Форбс же, напротив, относился к Марлоу несколько настороженно. Зная, сколь глубоко уважал его сэр Малькольм, он питал к нему своего рода ревность, хотя признаться в этом, конечно, не решился бы ни за что на свете. Поэтому, когда Кристофер Марлоу вошел, старший инспектор наперекор себе состроил доброжелательную мину, несмотря на то, что новый гость лишал его половины удовольствия, которым он наслаждался всякий раз, когда оказывался в этом доме.

— Господин Марлоу, — сказал сэр Малькольм, — не скрою, я пригласил вас из любопытства. Мне, честно признаться, очень хотелось бы поговорить об Анджеле Смит, супруге сэра Бартоломью.

— О, даже не знаю, что и сказать! — ответил сыщик. — Вот уж действительно, эта женщина — небывалый случай!

Они выпили тост за Ее величество, потом за Скотланд-Ярд и следом за тем, уже с чувством исполненного долга, за дружбу.

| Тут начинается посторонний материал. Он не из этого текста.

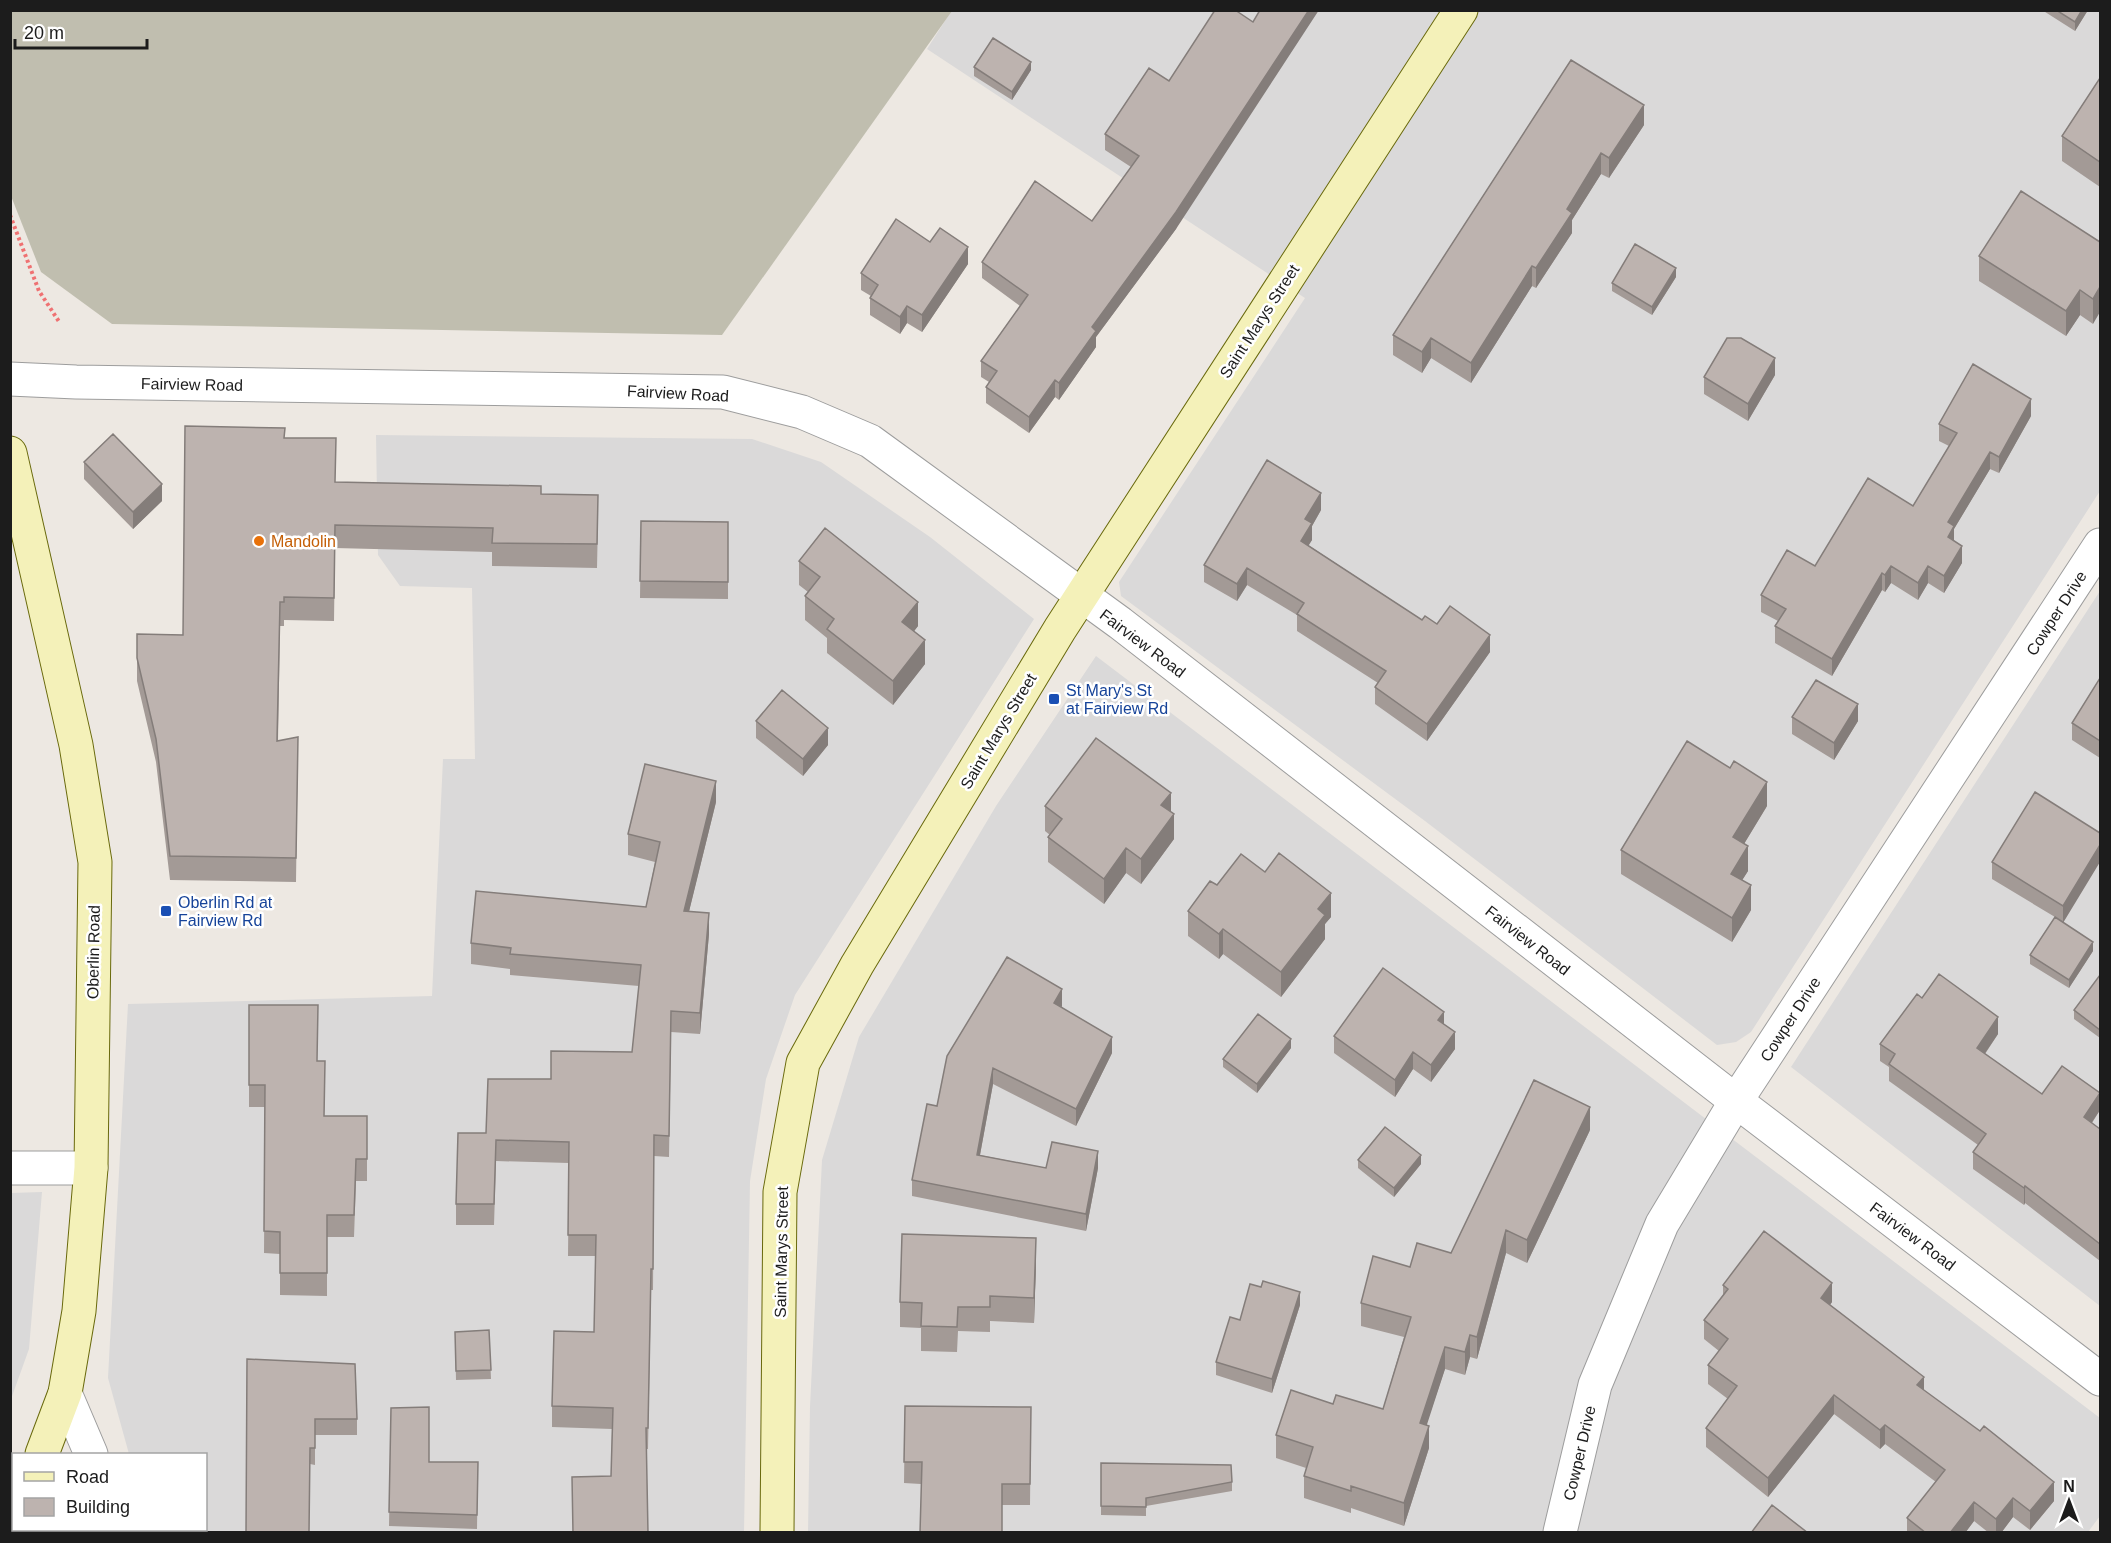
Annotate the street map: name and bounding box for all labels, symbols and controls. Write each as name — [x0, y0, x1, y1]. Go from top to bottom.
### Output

И Форбс начал мало-помалу оттаивать.

— Знаете, — продолжал Марлоу, — я не выдам никакой профессиональной тайны, если скажу, что это необыкновенная женщина. Сэр Бартоломью подозревал, что она кем-то увлечена, правда, не мог взять в толк, почему. Вот он и обратился к услугам моего агентства. И я очень быстро понял: у леди Анджелы есть в жизни только два увлечения — эзотерика и один мужчина. Половину своего времени она проводила в центрах оккультных наук, а другую половину — либо в храме Митры на Виктория-стрит, часами ожидая, когда там объявится Али Садр, и прячась от госпожи Ховард, либо в доме у иранца, правда, там она никогда подолгу не задерживалась. По-моему, Садр всякий раз вежливо ей отказывал. Словом, скоро дело приняло совсем странный оборот. Мои люди, которых я подключил к слежке за леди Анджелой, обратили внимание, что ее перемещения по Лондону похожи на бесцельные блуждания, и связано это было с ее расстроенным воображением. Она бродила как будто не по настоящим улицам. Посещала ненастоящие собрания. И звонила в двери к ненастоящим людям. Она словно продиралась сквозь сумерки своего сознания, замкнутого на ней самой и на объекте своей якобы страсти.